*** Provided information ***
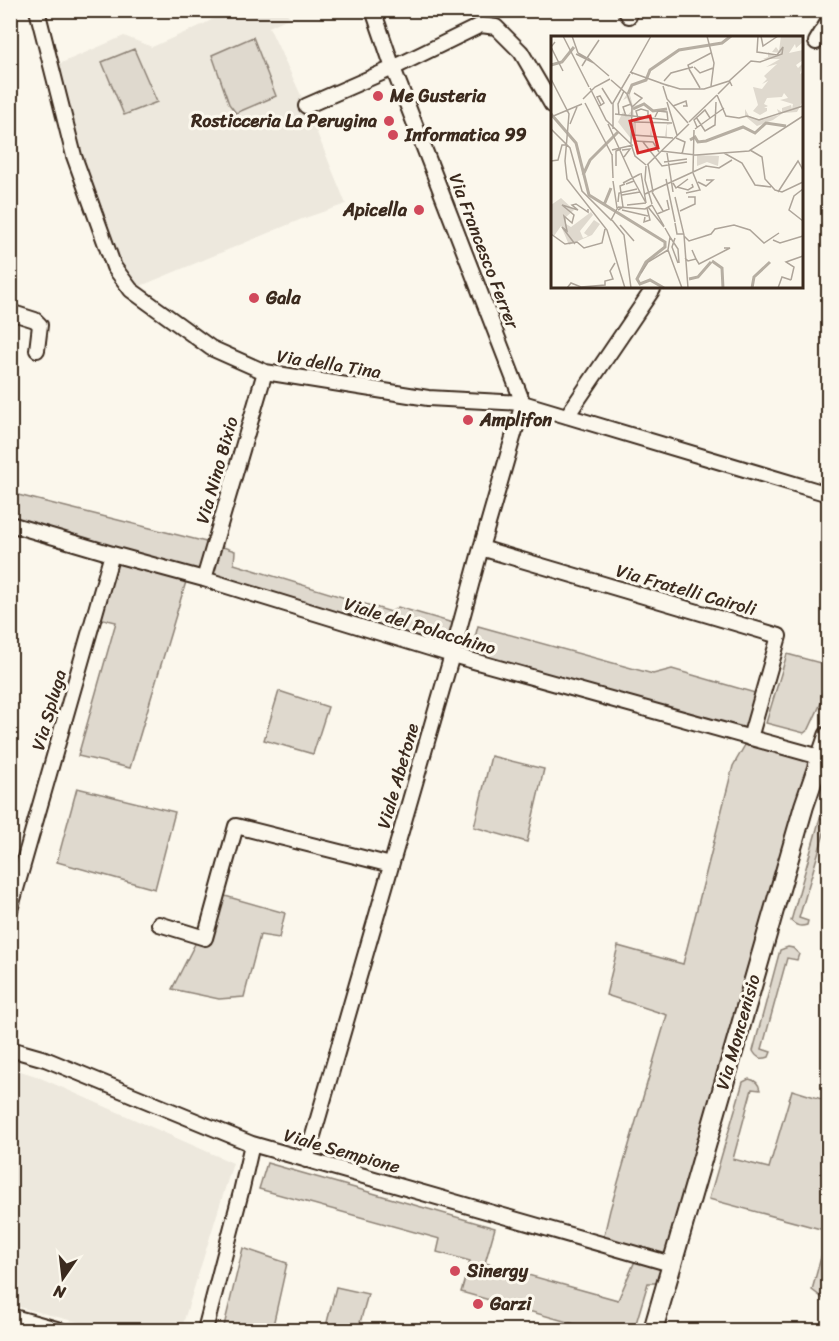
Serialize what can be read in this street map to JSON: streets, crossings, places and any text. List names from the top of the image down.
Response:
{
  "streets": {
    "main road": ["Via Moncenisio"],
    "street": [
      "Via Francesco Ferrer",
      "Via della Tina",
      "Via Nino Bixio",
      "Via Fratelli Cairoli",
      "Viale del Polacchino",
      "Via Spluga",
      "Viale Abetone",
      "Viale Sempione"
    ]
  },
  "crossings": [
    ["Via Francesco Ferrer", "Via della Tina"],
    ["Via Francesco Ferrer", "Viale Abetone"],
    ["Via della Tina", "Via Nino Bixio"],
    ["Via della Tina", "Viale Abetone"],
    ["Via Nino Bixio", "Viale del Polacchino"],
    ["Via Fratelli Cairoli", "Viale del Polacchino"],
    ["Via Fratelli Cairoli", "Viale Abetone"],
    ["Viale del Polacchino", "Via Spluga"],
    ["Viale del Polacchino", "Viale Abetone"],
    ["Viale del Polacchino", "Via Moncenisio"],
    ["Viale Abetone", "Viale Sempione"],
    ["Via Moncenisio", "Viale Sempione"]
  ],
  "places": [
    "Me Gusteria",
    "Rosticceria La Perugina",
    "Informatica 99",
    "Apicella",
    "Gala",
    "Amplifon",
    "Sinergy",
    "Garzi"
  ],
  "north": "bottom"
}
***
What this task involves
Search the entries above for lines containing the word "Fratelli", and copy each one.

Answer below
      "Via Fratelli Cairoli",
    ["Via Fratelli Cairoli", "Viale del Polacchino"],
    ["Via Fratelli Cairoli", "Viale Abetone"],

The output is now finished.